Pensionandi, sfiorata quota 60mila.

Per il prossimo anno è in crescita il numero dei dimissionari

 da Italia Oggi del 20/3/2007

 

Potrebbero essere 60 mila i dipendenti della scuola che andranno in pensione dal 1° settembre 2007. mentre l'Inpdap, l'istituto di previdenza dei dipendenti pubblici, guidato da Marco Staderini, ha fissato le scadenze per l'invio dei dati per il calcolo della pensione, i dati sul numero di richieste danno l'uscita da scuola in crescita. Con la nota informativa n. 15 del 14 marzo 2007, l'istituto di previdenza ha comunicato agli uffici scolastici regionali e a quelli provinciali le scadenze per l'invio alle sedi dell'Inpdap, utilizzando l'apposito supporto magnetico, del prospetto dati relativo ad ogni dipendente che cesserà dal servizio dal prossimo mese di settembre. Indipendentemente dalla tipologia della scuola in cui il futuro pensionato presta servizio, le scadenze sono state fissate al 12 aprile, al 3 maggio, al 24 maggio, al 14 giugno e, quale ultima data utile, al 28 giugno. Un numero di scadenze maggiore rispetto a quelle previste nello scorso anno a causa, presumibilmente, dell'elevato numero di domande di pensione. Secondo voci informali, infatti, il numero dei dirigenti scolastici, dei docenti e del personale amministrativo, tecnico ed ausiliario che ha chiesto di cessare dal servizio dal prossimo 1° settembre ammonterebbe a circa 60 mila unità. Unitamente alla comunicazione delle scadenze, l'istituto di previdenza ha ricordato ai competenti uffici scolastici che nella trasmissione dei dati dovrà essere utilizzata esclusivamente la funzione pensione definitiva a ciò al fine di evitare un'errata attribuzione di periodi o di servizi con conseguente calcolo inesatto dell'importo di pensione.

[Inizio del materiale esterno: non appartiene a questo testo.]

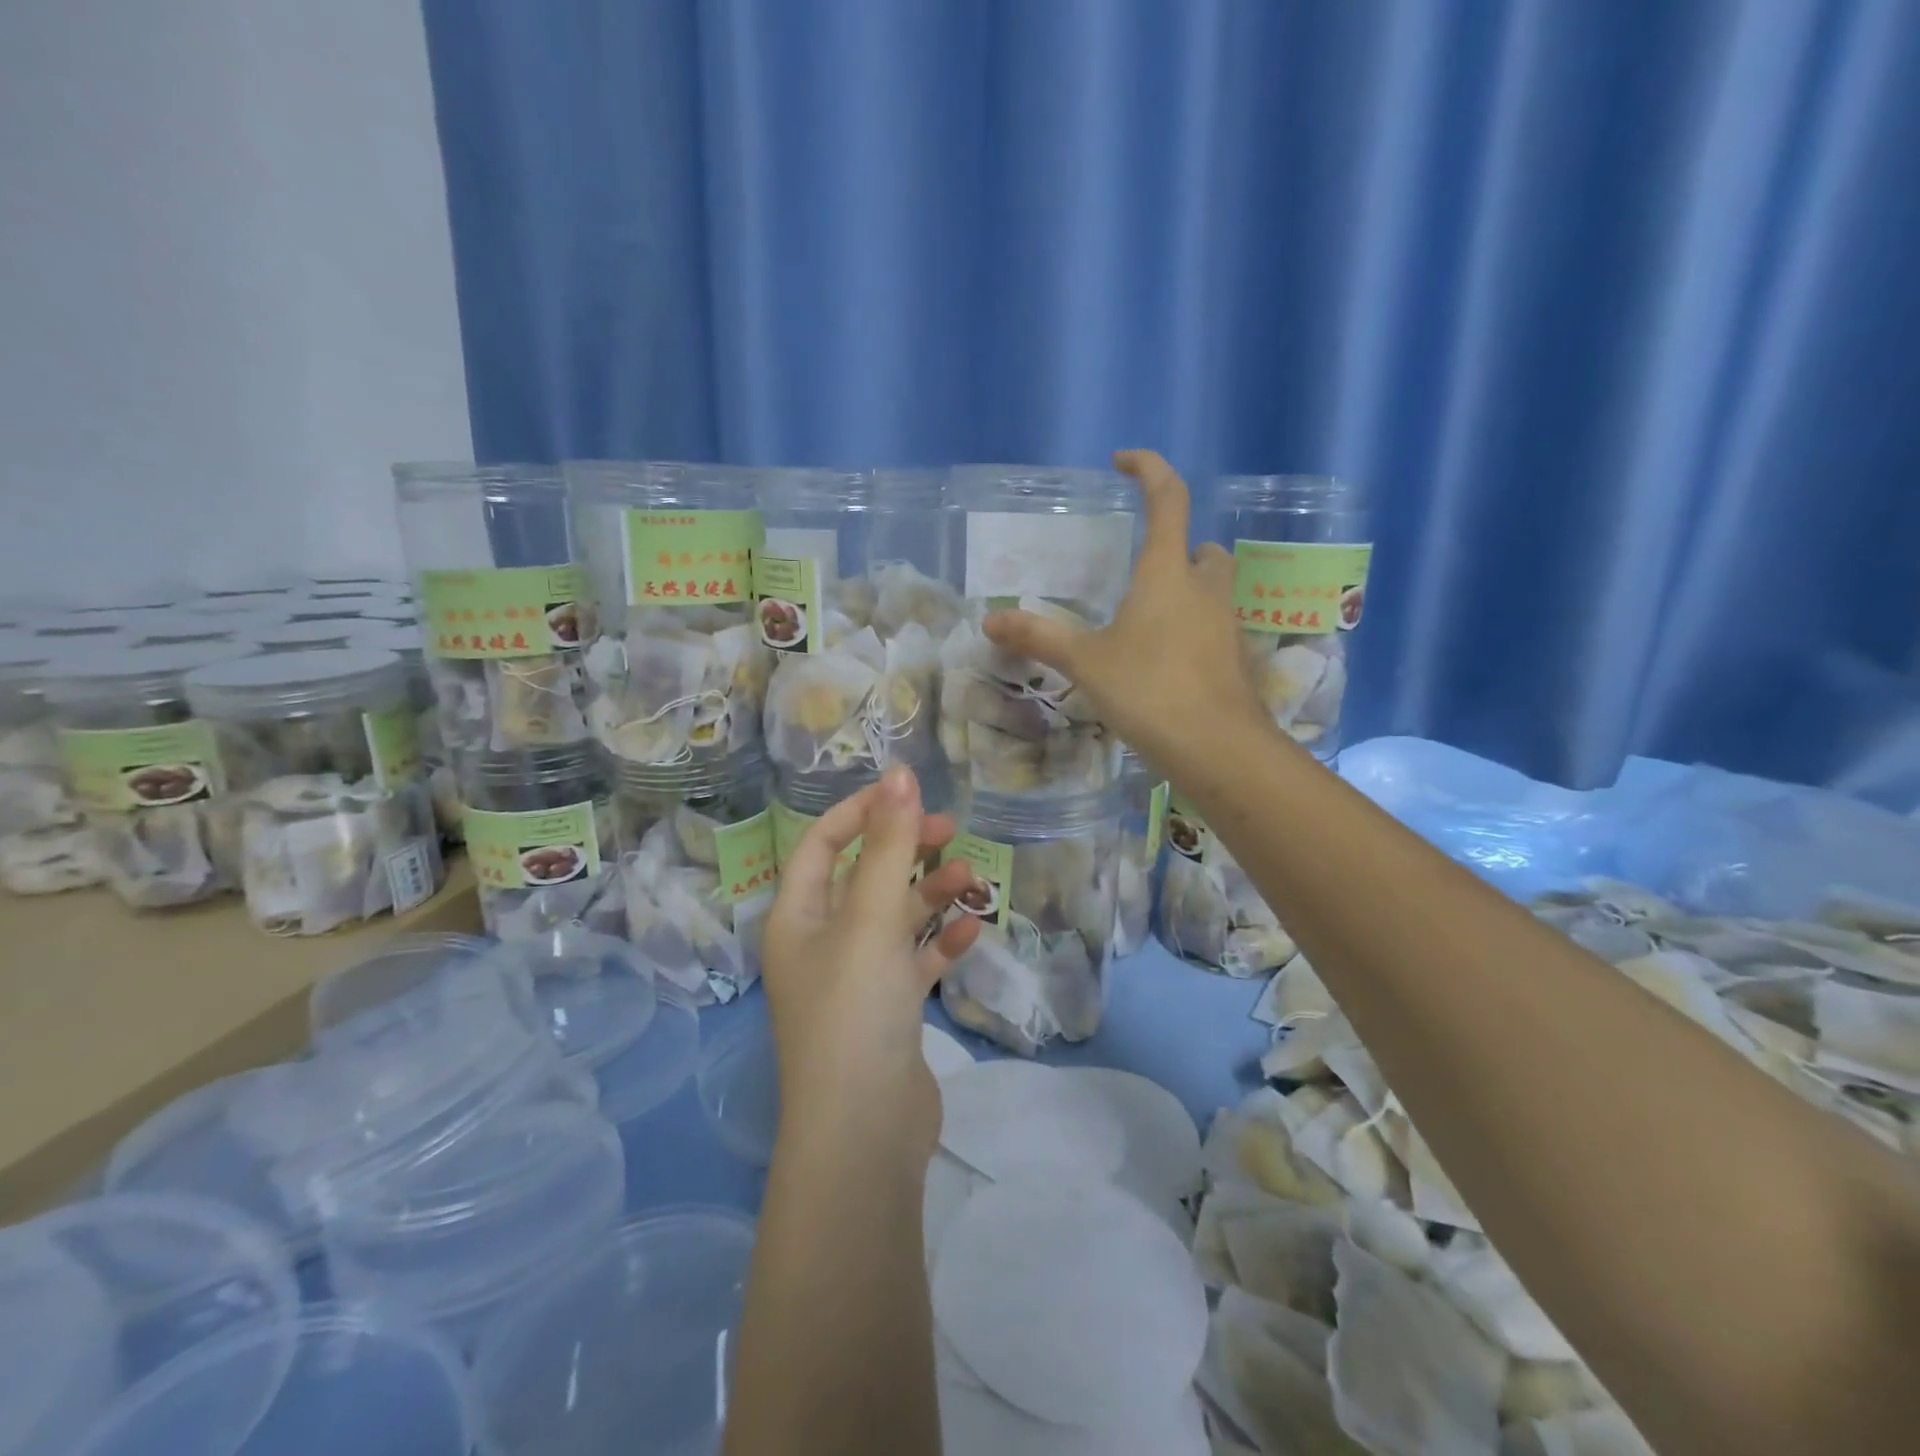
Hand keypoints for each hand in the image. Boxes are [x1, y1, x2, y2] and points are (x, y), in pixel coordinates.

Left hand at [760, 766, 981, 1156]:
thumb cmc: (855, 1009)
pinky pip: (914, 961)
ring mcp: (854, 979)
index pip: (821, 843)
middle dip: (906, 851)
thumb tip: (899, 774)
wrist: (864, 1132)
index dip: (861, 812)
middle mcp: (820, 942)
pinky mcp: (887, 1011)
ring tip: (974, 882)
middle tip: (952, 832)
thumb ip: (889, 845)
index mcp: (797, 916)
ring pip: (894, 919)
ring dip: (930, 896)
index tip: (908, 793)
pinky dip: (940, 943)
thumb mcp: (871, 917)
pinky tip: (972, 931)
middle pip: (863, 877)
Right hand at [983, 449, 1270, 775]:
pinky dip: (1193, 631)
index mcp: (1167, 573)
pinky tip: (1165, 663)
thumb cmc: (1149, 690)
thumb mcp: (1086, 662)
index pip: (1167, 499)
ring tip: (1147, 622)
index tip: (1123, 461)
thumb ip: (1039, 637)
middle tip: (1141, 570)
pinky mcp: (1235, 660)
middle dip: (1176, 548)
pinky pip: (1214, 628)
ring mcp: (1227, 625)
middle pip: (1199, 549)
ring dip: (1186, 591)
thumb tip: (989, 620)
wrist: (1218, 748)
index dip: (1148, 469)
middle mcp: (1205, 589)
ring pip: (1212, 590)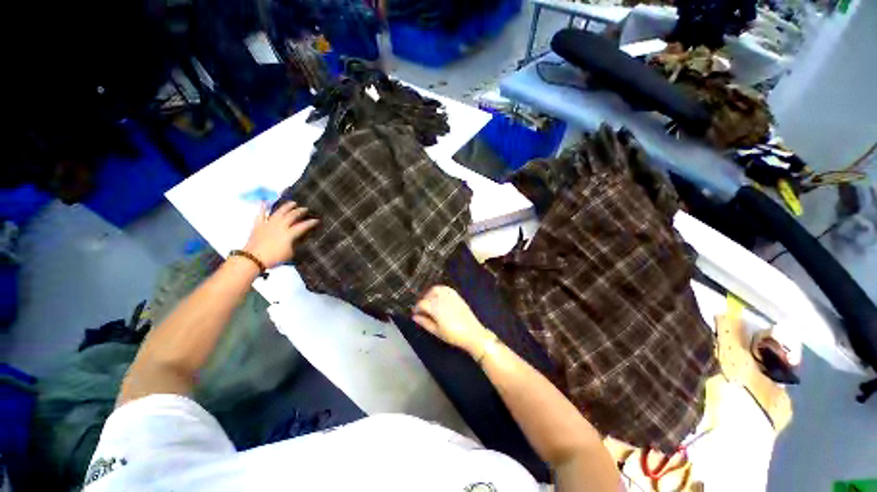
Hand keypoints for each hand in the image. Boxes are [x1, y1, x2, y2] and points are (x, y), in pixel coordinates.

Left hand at [243, 202, 318, 268]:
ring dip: (286, 206)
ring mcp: (269, 224)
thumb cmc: (274, 258)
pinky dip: (263, 207)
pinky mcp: (259, 225)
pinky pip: (261, 214)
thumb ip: (295, 244)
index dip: (311, 222)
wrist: (253, 259)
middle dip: (300, 211)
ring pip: (279, 212)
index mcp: (289, 234)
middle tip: (305, 209)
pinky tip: (265, 201)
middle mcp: (280, 226)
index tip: (316, 220)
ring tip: (292, 203)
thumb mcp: (290, 253)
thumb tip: (298, 239)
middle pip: (292, 216)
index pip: (303, 226)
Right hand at [412, 286, 493, 355]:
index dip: (416, 308)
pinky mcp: (457, 296)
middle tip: (422, 309)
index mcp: (436, 308)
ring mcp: (450, 296)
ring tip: (430, 302)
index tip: (415, 314)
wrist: (473, 333)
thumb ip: (424, 322)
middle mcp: (442, 299)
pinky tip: (439, 297)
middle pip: (428, 295)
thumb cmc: (453, 335)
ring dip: (430, 293)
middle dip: (423, 301)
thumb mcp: (436, 332)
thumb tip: (415, 317)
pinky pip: (446, 288)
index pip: (422, 303)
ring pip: (436, 289)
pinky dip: (440, 290)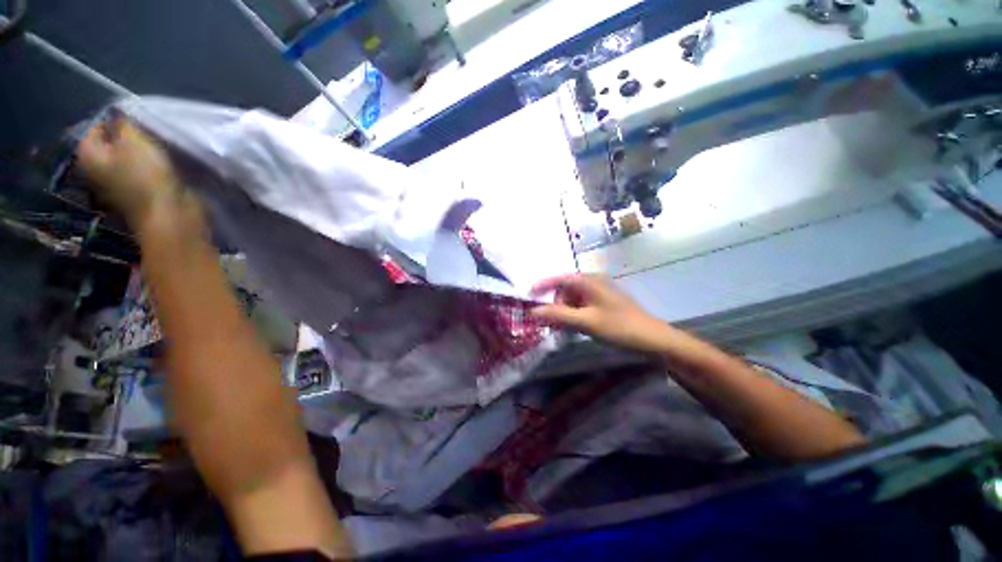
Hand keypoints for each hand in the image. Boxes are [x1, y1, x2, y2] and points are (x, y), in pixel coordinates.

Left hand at [75, 114, 193, 229]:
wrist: (169, 213)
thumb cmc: (146, 175)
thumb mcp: (134, 139)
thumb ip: (123, 122)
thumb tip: (119, 115)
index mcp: (88, 155)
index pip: (95, 128)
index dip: (114, 121)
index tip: (136, 121)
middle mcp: (96, 171)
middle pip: (110, 145)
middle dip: (127, 138)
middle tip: (147, 134)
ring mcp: (116, 186)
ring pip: (125, 160)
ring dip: (139, 154)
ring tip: (157, 148)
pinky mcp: (137, 195)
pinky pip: (139, 173)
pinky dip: (149, 167)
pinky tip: (162, 166)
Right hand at [530, 274, 669, 352]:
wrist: (653, 339)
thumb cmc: (619, 327)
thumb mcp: (586, 321)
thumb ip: (558, 315)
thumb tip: (533, 311)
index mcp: (589, 281)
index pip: (559, 279)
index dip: (542, 286)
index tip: (528, 295)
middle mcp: (594, 281)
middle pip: (565, 289)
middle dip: (557, 304)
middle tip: (555, 323)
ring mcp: (601, 292)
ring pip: (574, 298)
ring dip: (566, 311)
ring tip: (568, 328)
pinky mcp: (605, 302)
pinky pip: (583, 304)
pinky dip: (576, 313)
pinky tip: (579, 326)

Qualora poi dovessero verificarsi variazioni rispetto a quanto già certificato in modalità telematica, gli uffici scolastici provinciali dovranno inviare con la massima tempestività il prospetto cartaceo evidenziando le modifiche. Le variazioni cui si fa riferimento nella nota operativa costituiscono, a partire da quest'anno, una ipotesi del tutto teorica non essendo consentito al personale che cesserà dal servizio di prendere visione preventivamente, come avveniva fino all'anno scorso, dei dati contenuti nel prospetto predisposto dagli uffici scolastici e, di conseguenza, fare presente eventuali errate attribuzioni di periodi o di servizi. Come si è avuto modo di sottolineare su Azienda Scuola di martedì 30 gennaio, da quest'anno l'Inpdap non invierà più al futuro pensionato, per il tramite della posta ordinaria, la determinazione concessiva della pensione, quel documento cioè con il quale l'Istituto porta a conoscenza del dipendente che cesserà dal servizio tutti gli elementi utilizzati per determinare l'ammontare della pensione, ma per posta telematica(Postel) i cui tempi di spedizione e quindi di ricezione da parte del pensionato sono indeterminati. Per effetto della modifica di spedizione l'interessato non sarà, presumibilmente, più in condizione di verificare per tempo l'esattezza o meno dei dati che l'ufficio scolastico provinciale avrà trasmesso all'Inpdap e che l'Istituto avrà utilizzato per determinare appunto l'ammontare della pensione. Se errori ci saranno stati l'interessato potrà, entro 30 giorni, ma a partire dalla data di ricezione del pagamento della prima rata di pensione e, pertanto, a partire dal 16 settembre 2007, ricorrere al Comitato di Vigilanza a Roma.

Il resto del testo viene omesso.